“I think people need to change the way they look at our food system and everything we consume,” says Michael Puglisi, owner and head of Electric City Butcher in Santa Ana. “Our guests are not just coming in to buy a piece of meat. They’re actually supporting a way of life—a rooted concept of how we originally came to eat and harvest these animals.”
When customers walk into Puglisi’s small, chilly shop, they see how food production should be. Puglisi’s workers are constantly breaking down whole pigs or slabs of beef and grinding sausage into natural casing. The day’s offerings are written on the window; a small freezer stocks everything from preserved yolks to heritage lard. There are no backrooms, no closed doors, no walls separating the public from the butchers. “We want people to see the entire operation and be comfortable with what they’re buying,” Puglisi says.
Prior to Electric City Butcher, the New York native spent years cooking and butchering everywhere from the Fontainebleau Resort in Miami to Thomas Keller’s Bouchon Beverly Hills. But it was a visit to Puglisi’s cousin and his wife in Sicily that inspired the butcher shop. “My cousin and his wife are the farmer and the butcher in a town of 4,500 people,” he says. His cousin raises his own meats, processes them, then sells them to the community. “That really resonated with me after I came back to the States. I wanted to have a better source of quality meats for me and my family and replicate what I experienced in a very small, artisanal way.”
Finding resources in California wasn’t difficult because of the abundance of farmers, but establishing the necessary relationships proved difficult. “Everybody really has their guard up when you’re talking about small farms and small processors and direct sourcing,” Puglisi says. “They want to make sure you’re keeping the integrity of their product and not bastardizing their hard work. It takes two years to raise a good cow—these farmers take a lot of pride in what they do and want to make sure that we’re able to do the same.”
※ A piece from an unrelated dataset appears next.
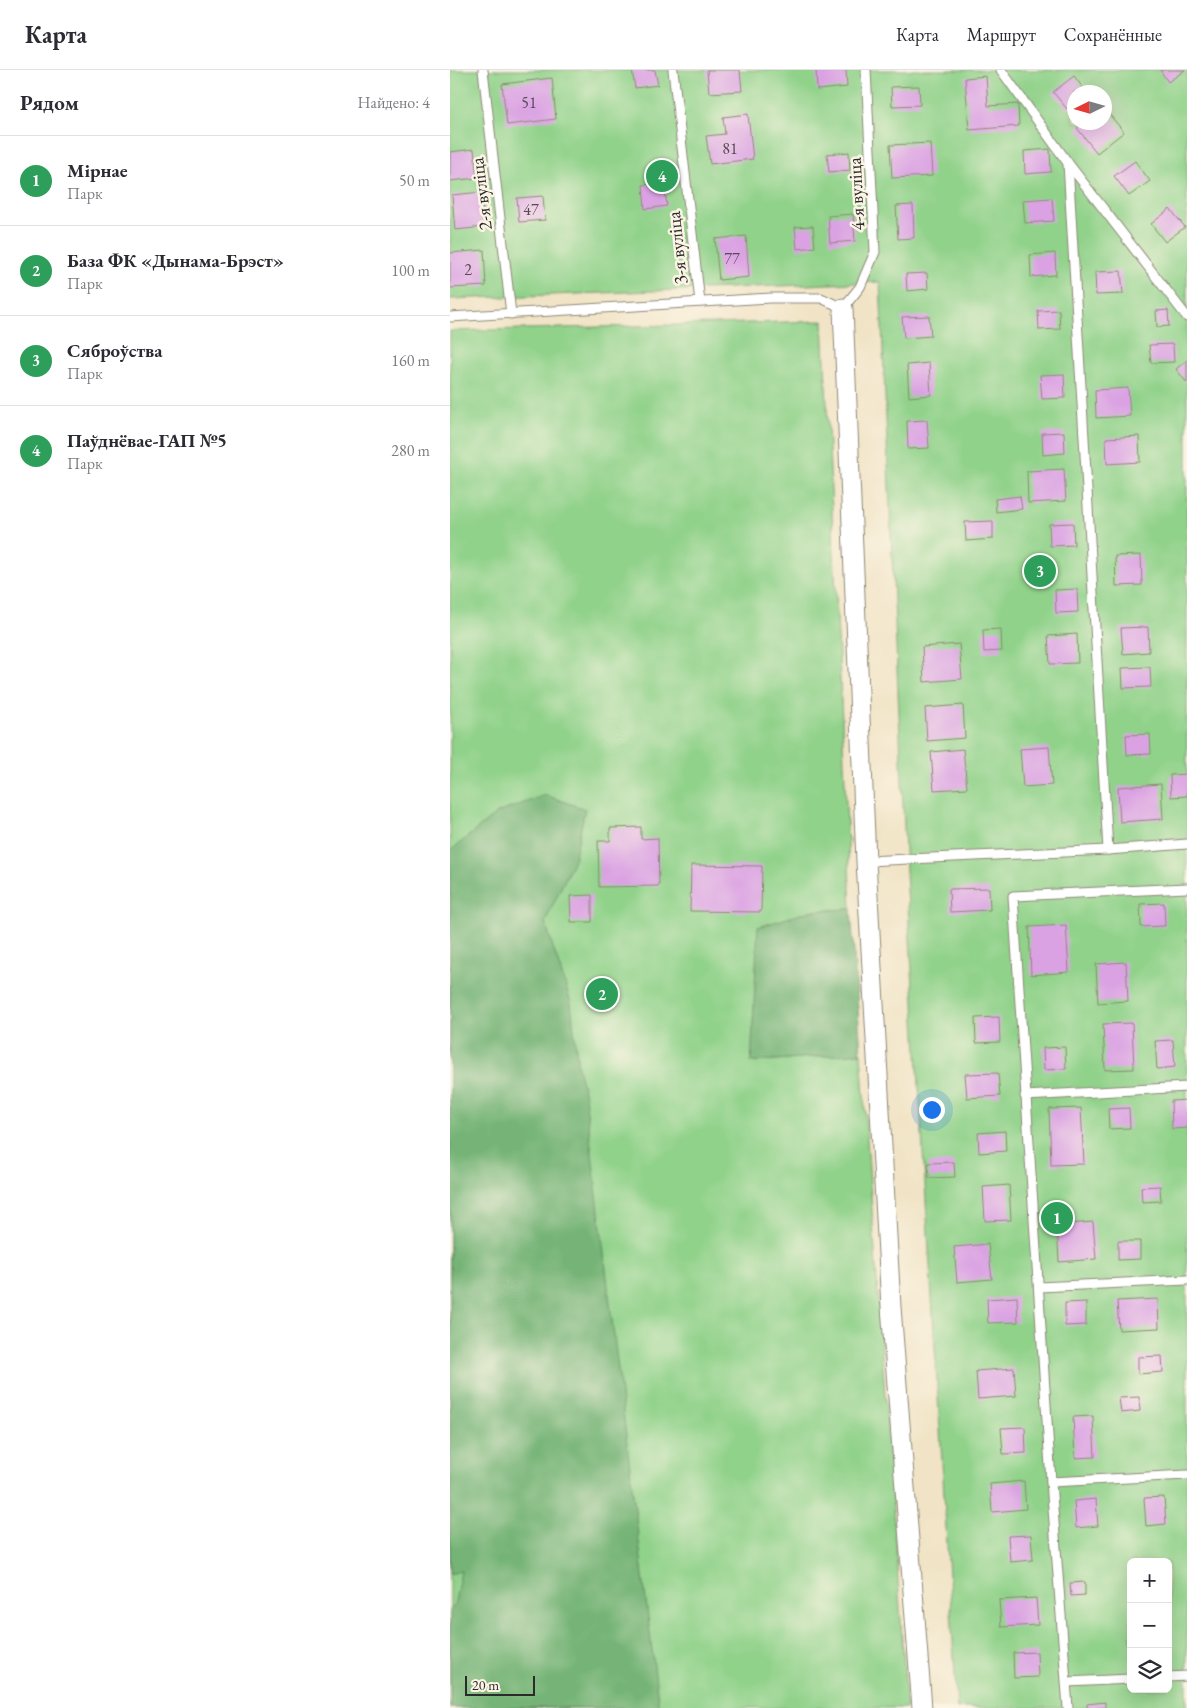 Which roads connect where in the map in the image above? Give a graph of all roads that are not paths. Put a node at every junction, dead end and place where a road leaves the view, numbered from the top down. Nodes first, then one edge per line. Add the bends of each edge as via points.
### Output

Apart from the shop, Puglisi offers workshops that give hands-on overviews identifying different parts of the animal, the basics of breaking it down, and how to prepare your favorite cuts. But his most gratifying community outreach is working with MaxLove, a nonprofit dedicated to supporting families with kids fighting cancer through healing foods, whole-body wellness and integrative medicine. “When we met Audra [Wilford] from MaxLove and she told us the organization used bone broth for medicinal purposes, our connection was obvious,” he says. The animals from Electric City Butcher are all natural, grass-fed, pasture-raised and everything the ketogenic diet requires. “We provide them all their broth for their broth bank and set up pop-ups with them, teaching bone broth classes,” Puglisi explains. Electric City Butcher has even developed a mixed-bone broth recipe, a two-day process in which the bones are slowly simmered so all the connective tissue and nutritional properties emulsify into liquid—culinary medicine.